Segment Start: Given data

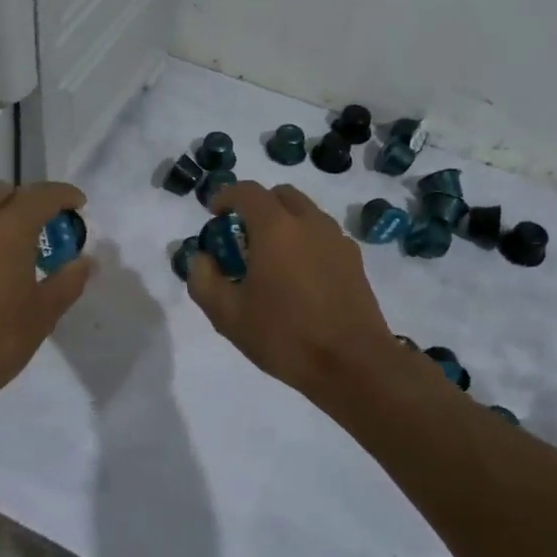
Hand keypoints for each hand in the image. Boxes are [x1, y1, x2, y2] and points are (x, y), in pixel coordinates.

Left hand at [0, 181, 94, 430]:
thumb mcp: (43, 314)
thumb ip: (68, 280)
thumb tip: (85, 262)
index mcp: (6, 228)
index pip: (40, 194)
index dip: (63, 195)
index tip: (79, 204)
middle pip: (2, 191)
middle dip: (26, 199)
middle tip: (45, 225)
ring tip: (16, 244)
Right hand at [187, 181, 399, 403]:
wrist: (353, 364)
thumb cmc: (285, 335)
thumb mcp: (228, 315)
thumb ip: (204, 280)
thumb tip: (202, 258)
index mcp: (276, 228)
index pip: (247, 192)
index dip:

Segment End: Given data

What the task requires
Your answer must be the line with "Left hand at" and all lines after it through the final line of the entries, copied exactly and with nothing added.

Solution to this problem
Left hand at [0, 181, 94, 430]:
thumb mcp: (43, 314)
thumb ip: (68, 280)
thumb tip: (85, 262)
index mcp: (6, 228)
index pip: (40, 194)
index dip: (63, 195)
index tip: (79, 204)
middle pip: (2, 191)
middle dip: (26, 199)
middle tip: (45, 225)
ring tip: (16, 244)
Right hand at [187, 181, 399, 403]:
wrist: (353, 364)
thumb cmc: (285, 335)
thumb mcp: (228, 315)
thumb ip: (204, 280)
thumb tip: (202, 258)
index mcp: (276, 228)
index pip: (247, 192)
index dip:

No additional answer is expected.